Na
noite em que o casal comemorava o décimo ano de vida conjugal, depois que todos
os convidados saíram, deixando-os a sós com os dois filhos, Mariana disse ao
esposo:
-
Guilherme, precisamos repensar nossa proposta de nos separar. Por que manter
uma relação que não tem mais sentido?
Ele
olhou a mulher meio perplexo, porque a noite em que festejaram as bodas tudo
tinha transcorrido normalmente, sem o mínimo incidente ou sem que lhe fosse
dado qualquer motivo para que voltasse a tocar no assunto da separação. Até
pelo contrário, quando tiveram a última desavença, haviam concordado de pôr uma
pá de cal em cima do assunto e procurar viver em paz.

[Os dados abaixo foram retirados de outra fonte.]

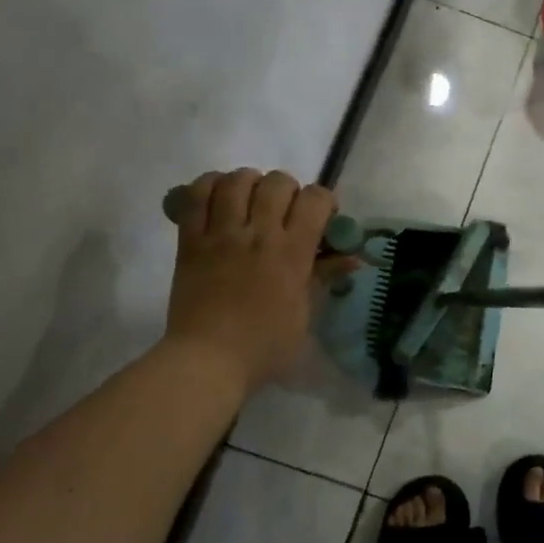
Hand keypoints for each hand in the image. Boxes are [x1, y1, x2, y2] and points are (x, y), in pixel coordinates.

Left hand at [165, 169, 337, 393]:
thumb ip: (324, 276)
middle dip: (288, 190)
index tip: (322, 217)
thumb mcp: (305, 314)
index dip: (323, 200)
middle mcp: (258, 234)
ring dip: (249, 183)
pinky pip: (195, 197)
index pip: (314, 199)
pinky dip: (208, 186)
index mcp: (291, 252)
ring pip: (236, 181)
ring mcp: (221, 235)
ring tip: (250, 200)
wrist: (208, 361)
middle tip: (284, 211)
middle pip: (277, 182)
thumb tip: (353, 257)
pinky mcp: (190, 241)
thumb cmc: (265, 346)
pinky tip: (219, 197)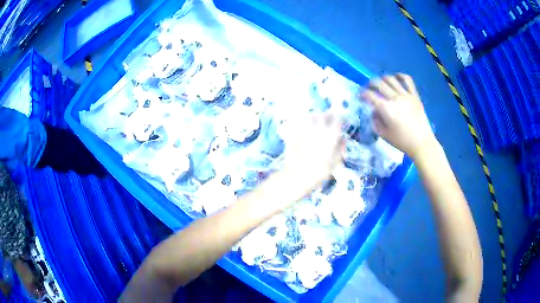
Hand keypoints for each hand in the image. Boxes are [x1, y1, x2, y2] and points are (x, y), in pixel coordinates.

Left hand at [278, 114, 342, 201]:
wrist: (296, 176)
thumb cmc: (319, 172)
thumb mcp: (335, 163)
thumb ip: (340, 148)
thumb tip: (343, 139)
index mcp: (330, 136)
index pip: (338, 120)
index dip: (340, 120)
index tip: (340, 123)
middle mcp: (318, 129)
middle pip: (324, 115)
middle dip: (327, 117)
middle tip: (328, 121)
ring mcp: (304, 129)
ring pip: (311, 116)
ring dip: (315, 117)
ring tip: (315, 122)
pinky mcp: (293, 132)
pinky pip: (298, 121)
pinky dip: (302, 121)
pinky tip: (303, 126)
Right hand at [361, 74, 437, 159]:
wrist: (422, 143)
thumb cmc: (402, 141)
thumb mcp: (384, 135)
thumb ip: (376, 121)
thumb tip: (374, 111)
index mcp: (386, 109)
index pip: (370, 95)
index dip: (363, 94)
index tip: (361, 96)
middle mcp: (395, 98)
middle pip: (379, 83)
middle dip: (370, 83)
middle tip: (369, 87)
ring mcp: (406, 95)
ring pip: (391, 79)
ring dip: (383, 78)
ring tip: (381, 82)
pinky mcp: (415, 95)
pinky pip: (408, 80)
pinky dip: (401, 76)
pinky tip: (397, 77)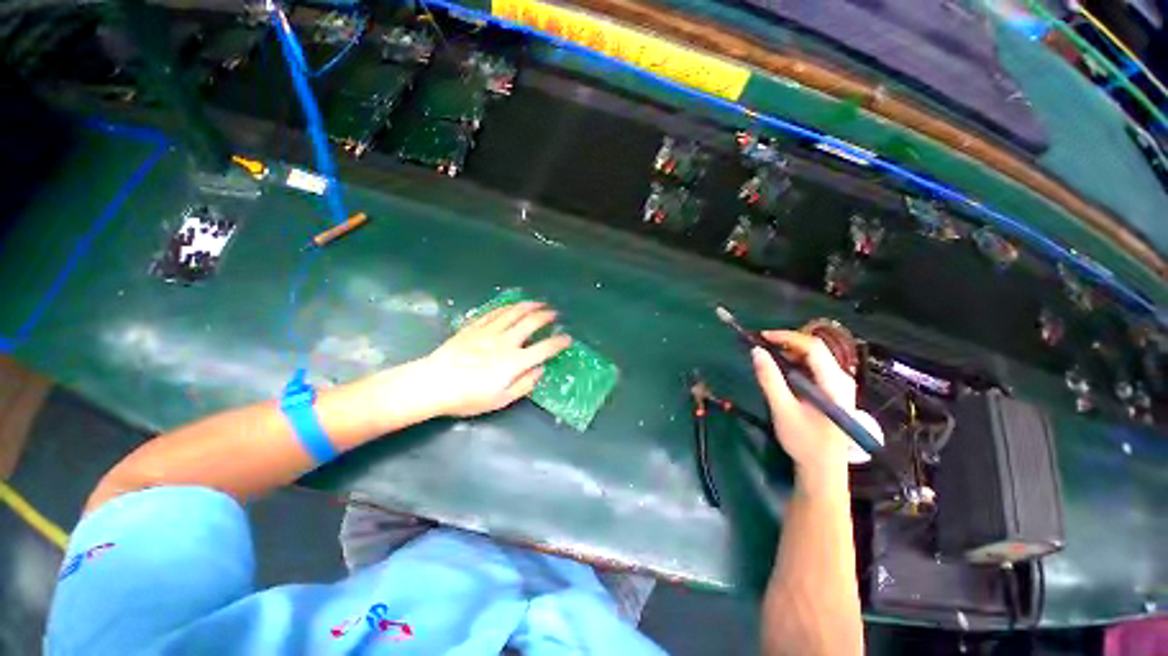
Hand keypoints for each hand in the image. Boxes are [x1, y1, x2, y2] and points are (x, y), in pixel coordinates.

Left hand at [421, 302, 571, 416]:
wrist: (433, 384)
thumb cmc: (468, 397)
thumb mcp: (500, 399)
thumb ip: (524, 384)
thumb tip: (540, 370)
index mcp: (515, 361)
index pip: (544, 348)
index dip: (559, 342)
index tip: (567, 339)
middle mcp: (505, 342)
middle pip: (531, 323)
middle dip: (546, 316)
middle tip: (554, 314)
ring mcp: (489, 331)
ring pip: (514, 312)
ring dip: (529, 306)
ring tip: (538, 303)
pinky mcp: (475, 327)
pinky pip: (495, 312)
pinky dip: (507, 307)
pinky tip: (512, 306)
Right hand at [751, 330, 882, 489]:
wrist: (824, 470)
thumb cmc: (804, 441)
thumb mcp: (783, 410)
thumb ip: (769, 379)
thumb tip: (756, 351)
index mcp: (834, 382)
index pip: (813, 347)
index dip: (786, 336)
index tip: (761, 336)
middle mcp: (841, 379)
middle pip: (815, 349)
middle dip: (786, 343)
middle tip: (761, 347)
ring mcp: (839, 385)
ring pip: (814, 358)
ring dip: (789, 353)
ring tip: (767, 358)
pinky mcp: (833, 391)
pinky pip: (814, 368)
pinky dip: (795, 364)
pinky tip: (781, 372)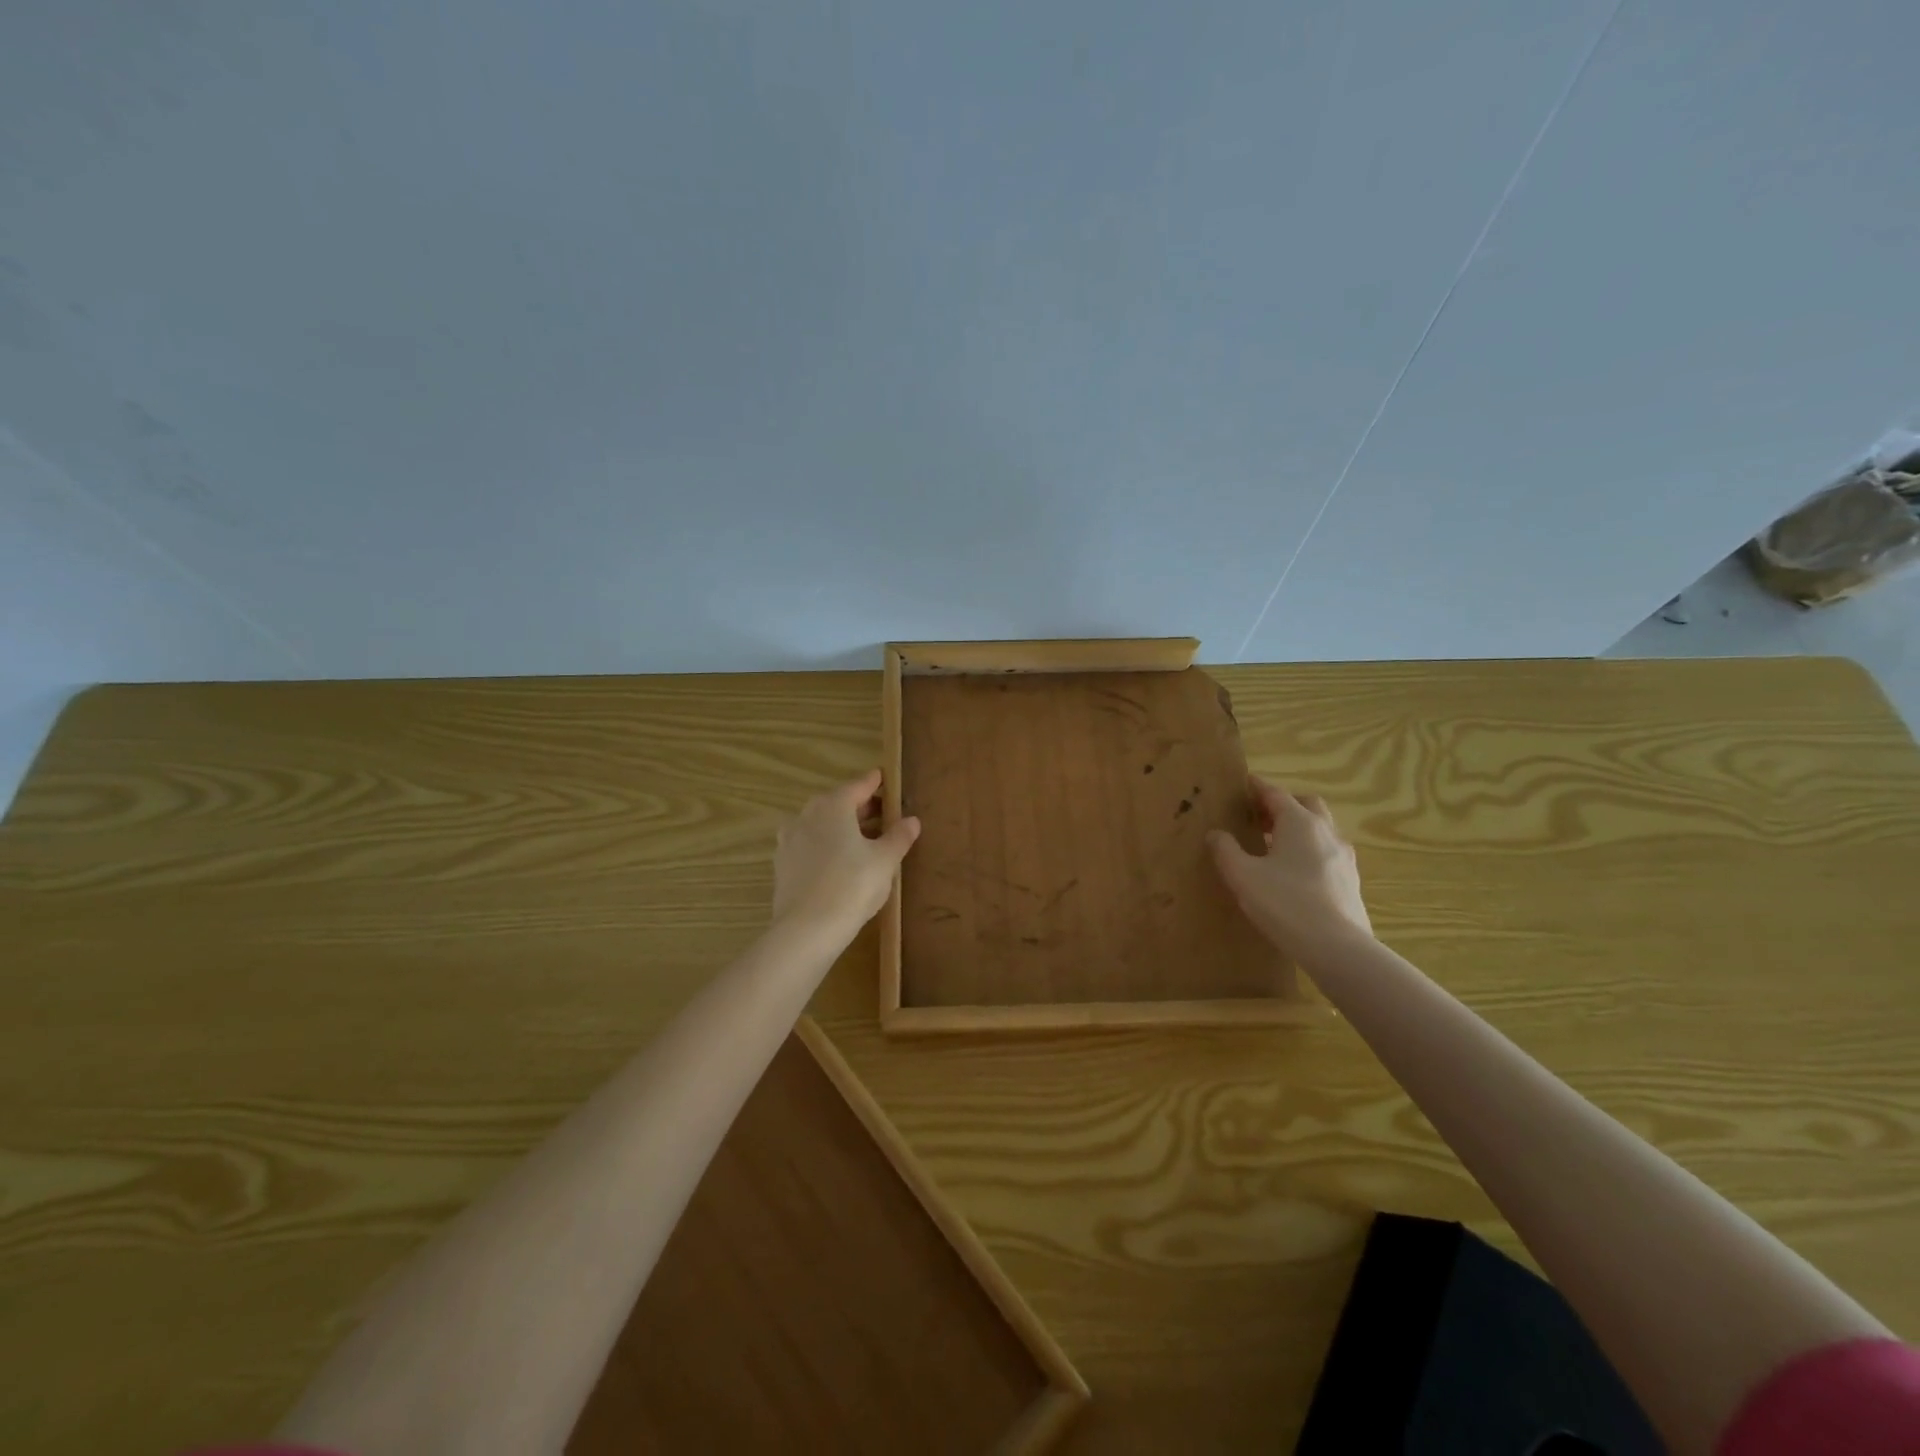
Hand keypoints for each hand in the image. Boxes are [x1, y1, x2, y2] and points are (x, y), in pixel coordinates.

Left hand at [771, 770, 920, 937]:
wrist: (806, 930)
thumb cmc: (852, 886)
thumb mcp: (885, 861)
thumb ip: (899, 837)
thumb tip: (911, 820)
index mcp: (833, 806)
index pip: (859, 785)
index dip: (876, 782)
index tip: (885, 778)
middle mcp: (807, 815)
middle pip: (838, 803)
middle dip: (860, 807)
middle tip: (883, 813)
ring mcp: (790, 840)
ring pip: (821, 824)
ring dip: (842, 827)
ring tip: (864, 840)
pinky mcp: (782, 865)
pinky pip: (810, 845)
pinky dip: (826, 846)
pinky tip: (840, 862)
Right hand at [1208, 776, 1372, 961]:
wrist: (1337, 947)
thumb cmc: (1284, 903)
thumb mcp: (1242, 875)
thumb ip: (1225, 850)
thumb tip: (1216, 834)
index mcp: (1299, 822)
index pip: (1276, 793)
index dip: (1258, 787)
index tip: (1245, 783)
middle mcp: (1325, 832)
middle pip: (1306, 804)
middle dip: (1283, 804)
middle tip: (1260, 817)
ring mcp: (1343, 857)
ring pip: (1321, 829)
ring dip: (1299, 828)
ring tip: (1275, 846)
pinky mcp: (1350, 881)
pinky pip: (1327, 853)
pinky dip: (1310, 851)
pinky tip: (1295, 873)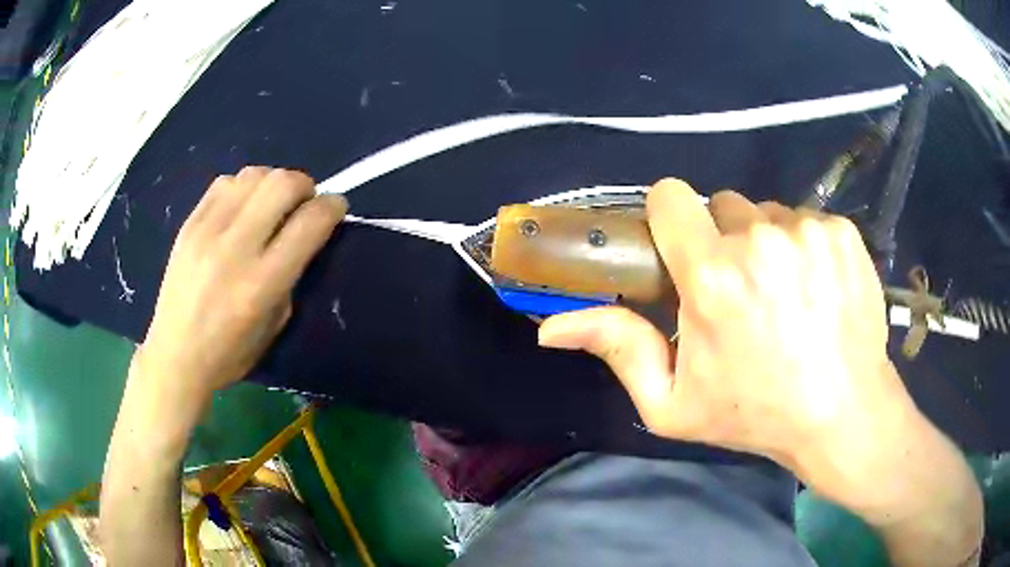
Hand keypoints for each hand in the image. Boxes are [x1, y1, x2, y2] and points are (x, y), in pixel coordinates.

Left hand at [137, 167, 346, 400]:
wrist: (174, 355)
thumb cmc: (229, 353)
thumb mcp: (274, 326)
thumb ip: (291, 276)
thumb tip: (303, 235)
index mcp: (261, 283)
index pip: (309, 223)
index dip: (333, 206)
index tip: (336, 207)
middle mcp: (235, 248)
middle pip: (282, 183)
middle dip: (304, 186)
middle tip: (303, 203)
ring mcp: (207, 231)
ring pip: (253, 175)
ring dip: (273, 183)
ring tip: (270, 204)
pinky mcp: (189, 224)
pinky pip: (224, 183)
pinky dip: (243, 188)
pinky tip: (241, 208)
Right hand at [539, 179, 908, 474]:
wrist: (841, 414)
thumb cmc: (755, 413)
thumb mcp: (673, 402)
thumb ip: (617, 349)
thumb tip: (551, 326)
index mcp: (712, 278)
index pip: (670, 196)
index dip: (670, 219)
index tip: (682, 250)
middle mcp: (760, 239)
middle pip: (722, 205)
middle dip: (722, 239)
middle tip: (741, 290)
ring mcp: (808, 230)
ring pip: (768, 213)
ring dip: (766, 243)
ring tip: (784, 294)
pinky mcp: (842, 232)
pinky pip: (807, 220)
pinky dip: (805, 246)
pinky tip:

- Por que voltar a essa questão? Não
tínhamos...
- ... não, sinto que entre nós está tudo
acabado. É pura tolice pretender manter os laços.
- Mas por quê?
- Você sabe.
- Eu?... Eu não sei de nada.
- Não se faça de tolo.
Guilherme
fazia pouco havia sido surpreendido com um bilhete de uma mulher no bolso do
casaco. Era uma declaração de amor, assinada por uma tal de Ana, que Mariana
tempos depois veio a descobrir que era colega de trabalho do marido.
- Quem é essa Ana?
-
Guilherme tartamudeara, ficara num beco sem saída, como preso em suas próprias
teias:
- Ana?!... Quê Ana?!
-
Como é que se explica esse bilhete que encontrei no bolso de seu paletó?
-
Você nunca teve esse hábito de remexer em meus bolsos, Mariana. Deu pra isso
agora?
- Não desconverse. Quem é essa Ana?!
- Sei lá de quem você está falando.
Mostrou-lhe
o bilhete, que era curto, escrito à mão, com uma letra fina e feia.
O
bilhete continha umas poucas linhas, do seguinte teor: "Meu amor, ainda me
recordo a noite que passamos juntos. Guardarei na memória todos os detalhes,
como um dos momentos mais felizes da minha vida. Sua Ana".
Quando
lhe foi dado o bilhete para ler, Guilherme caiu no sofá, evidentemente
desarmado.
Mas
ainda argumentou, não aceitando a hipótese de traição consumada:
-
Você está louca! Quem é que botou esse bilhete em meu bolso para comprometer
minha vida?
Mariana
olhou-o com uma expressão de ódio, de
uma mulher que se sente traída.
-
Ana, por acaso, não é aquela sirigaita que trabalha na sua empresa?
Guilherme
fez um esforço para escapar ao cerco:
-
Há, por acaso, uma só Ana neste mundo? Quem é que prova que esse bilhete é
dela?
- Se não é dela é de quem?
A
partir desse dia, mudou radicalmente o relacionamento do casal, a ponto de se
esfriarem também os afetos em todos os níveis.
De
quando em quando, o bilhete de Ana, a pretexto do menor incidente que envolvesse
o casal, dava ensejo e altercações sérias. Até ao ponto da saturação, quando
Mariana tomou a iniciativa de abandonar o lar e ir morar com a mãe até que
pudesse arranjar uma moradia para si e os dois filhos. Fê-lo no dia seguinte à
décima boda.
Guilherme,
porém, não se conformou com isso. Não passava um dia que não fosse ao encontro
dos filhos, quando procurava dialogar com Mariana, fazendo-lhe ver que, com sua
atitude, estava prejudicando sua formação.
-
Destruímos nosso lar. - dizia-lhe sempre. E nada mais terrível do que a
desestruturação da família. Você sabe disso.
Mariana
não dizia nada, o que lhe causava irritação.
-
Hoje, você pode não avaliar o que a separação pode representar para nossos
filhos, mas no futuro ninguém sabe.
-
Fique descansado que nossos filhos terão uma mãe de juízo que velará por eles.
- E terão um pai também.
-
Não, um pai eles não tiveram. Um pai que os traiu, traiu a família! Traiu...
-
Vamos admitir que errei. Mas sou eu só que errei? Não há tantas pessoas que
erram?
- Há erros imperdoáveis.
-
Onde estão seus sentimentos cristãos, de que você sempre se arrogou de
possuí-los?
-
Há um limite para tudo. Há certas coisas que uma mulher não pode tolerar.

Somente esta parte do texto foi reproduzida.